Eine Stunde, nachdem ich Tom gegangen ist, kommt auch meine Mutter nach Hause. Mir fällt sofort auf, wie schick sie sich gemacht hat. So aufgebrezelt ist sie für die Arbeit im Normalfall nie. Von Näherem kann ich dann aber auch die roten Augen erkennen. Als wären unsere Rollen getauscht, stelle ich mich mit verschränkten Armen und strafendem Blick vor sie.

„Wo warst du?", frage ich mit strenger Stimme.

„Nirgends, arbeiten. Und, was hast du heute Schönes gemacht?", lügt sie mir ins Gesicht und geht an mir vorbei in die Küche.
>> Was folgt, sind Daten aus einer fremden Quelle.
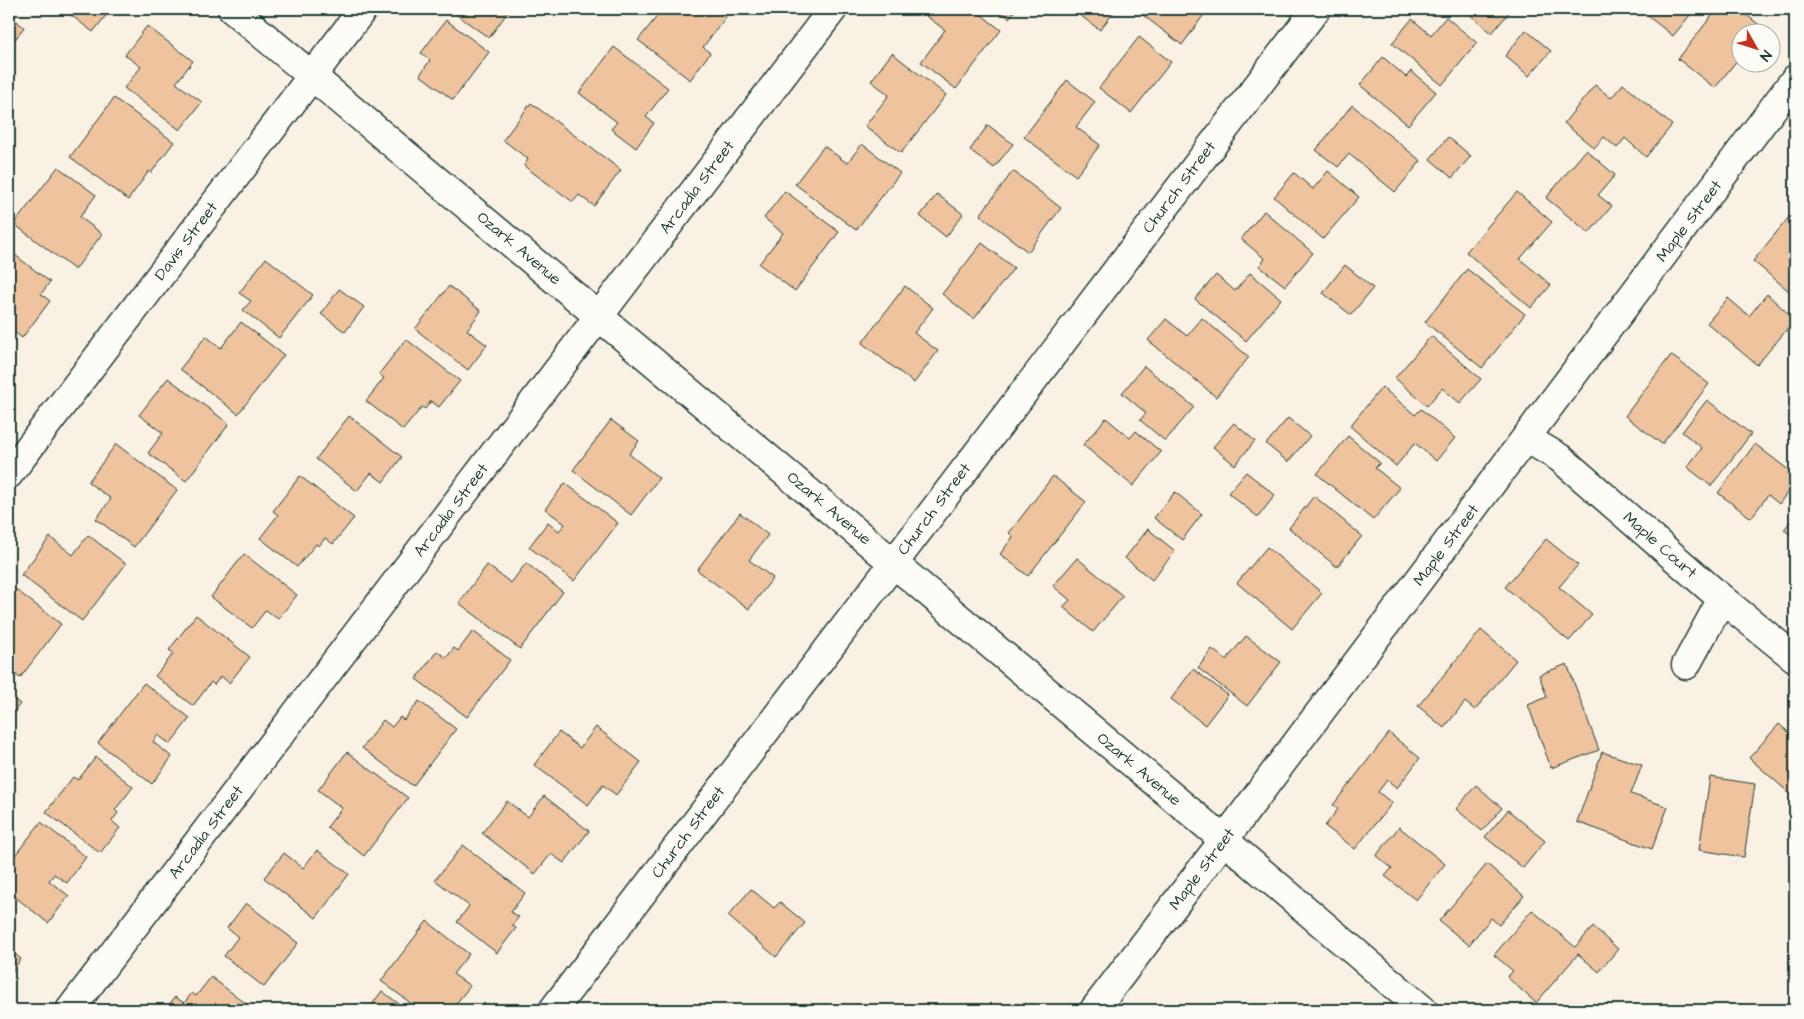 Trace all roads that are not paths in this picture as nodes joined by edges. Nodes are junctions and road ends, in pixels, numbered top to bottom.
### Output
1 (232, 9) edge
2 (363, 9) edge
3 (833, 9) edge
4 (1316, 9) edge
5 (312, 76) junction
6 (1795, 79) edge
7 (600, 315) junction
8 (1526, 438) junction
9 (9, 474) edge
10 (893, 563) junction
11 (1722, 599) junction
12 (1793, 657) edge
13 (1686, 665) dead end
14 (1224, 840) junction
15 (70, 1010) edge
16 (552, 1010) edge
17 (1094, 1010) edge
18 (1423, 1010) edge

1 - 5 street, Ozark Avenue
2 - 5 street, Davis Street
3 - 7 street, Arcadia Street
4 - 10 street, Church Street
5 - 7 street, Ozark Avenue
5 - 9 street, Davis Street
6 - 8 street, Maple Street
7 - 10 street, Ozark Avenue
7 - 15 street, Arcadia Street
8 - 11 street, Maple Court
8 - 14 street, Maple Street
10 - 14 street, Ozark Avenue
10 - 16 street, Church Street
11 - 12 street, Maple Court
11 - 13 street
14 - 17 street, Maple Street
14 - 18 street, Ozark Avenue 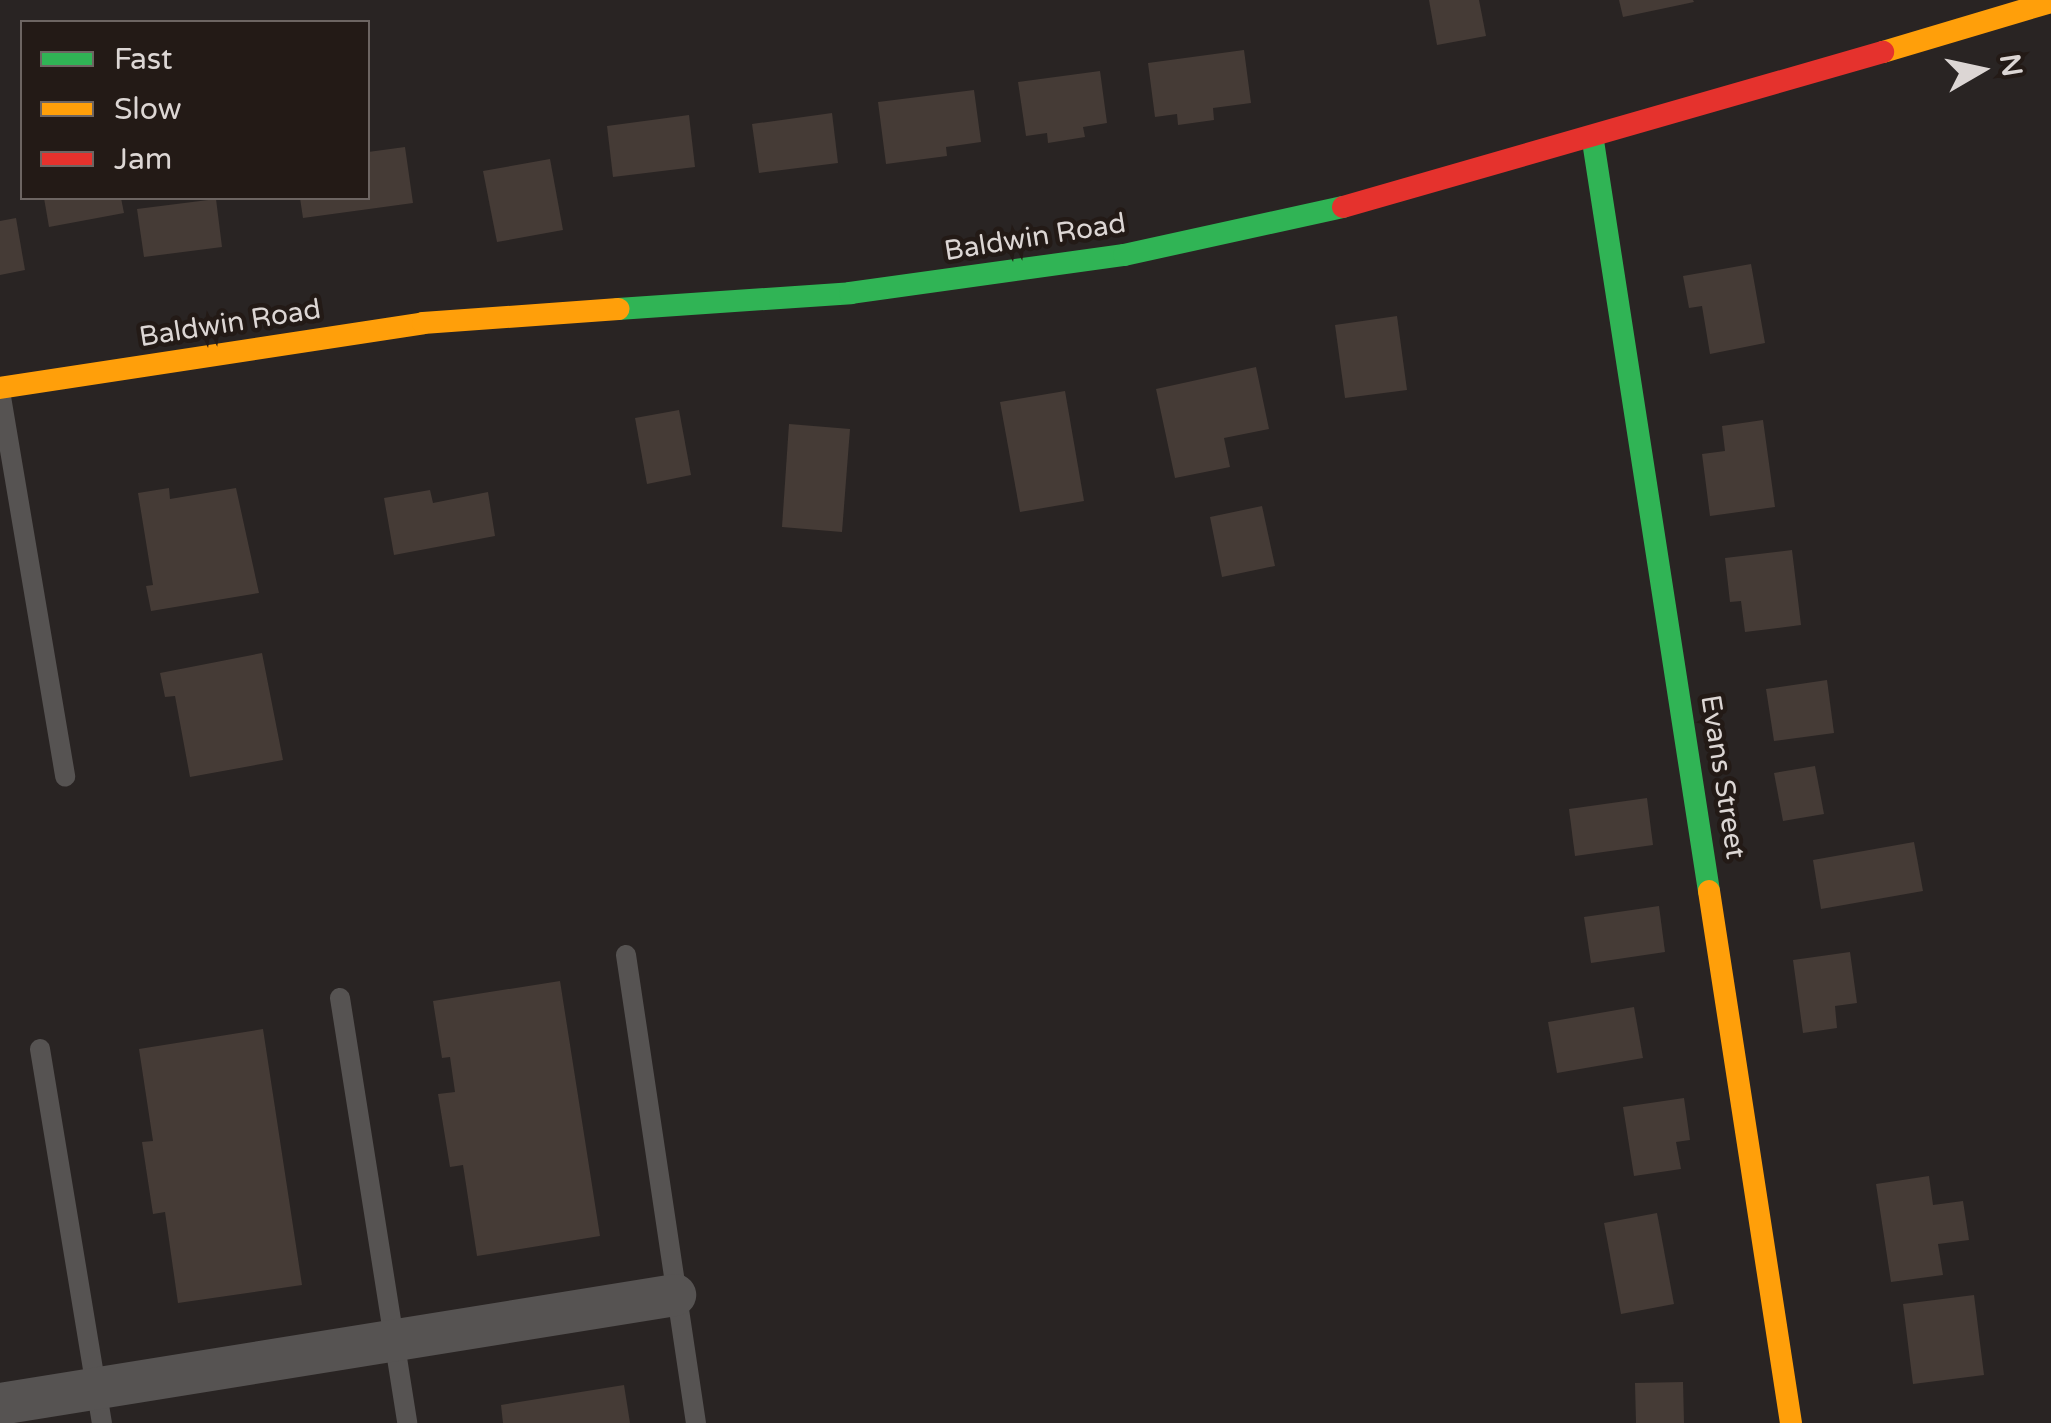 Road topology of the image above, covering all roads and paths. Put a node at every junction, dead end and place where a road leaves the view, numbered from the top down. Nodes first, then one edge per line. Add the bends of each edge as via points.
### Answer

„Ich weiß, dass das nicht die Wahrheit ist."

„Herrgott nochmal! Bist du meine Mutter oder ich deine? Ja, ich habe mich mit ihm getroffen. Zufrieden?", antwortet sie endlich wahrheitsgemäß.

„Warum triffst du ihn, nach dem, was er dir angetan hat?" Man kann ihren blauen Fleck, das Veilchen und die Schrammen, so sehr und gut sie auch versucht hat, diese zu überschminken.

„Ich liebe diesen Mann. Ich weiß, du kannst das nicht nachvollziehen und das verlange ich nicht von dir. Was er auch tut, obwohl er verheiratet ist, ich fühle mich in gewisser Weise abhängig von ihm. Er hat so eine tolle, liebevolle Seite, der ich nicht widerstehen kann und die mich wieder zu ihm zieht. Wenn du mal verliebt bist, kannst du das vielleicht eher verstehen." Fast lache ich laut auf.

„Du hast Recht, ich verstehe niemanden von euch! Wieso lasst ihr euch alles von ihm gefallen?" Voller Wut und Enttäuschung renne ich auf mein Zimmer und bin für heute fertig mit der Welt.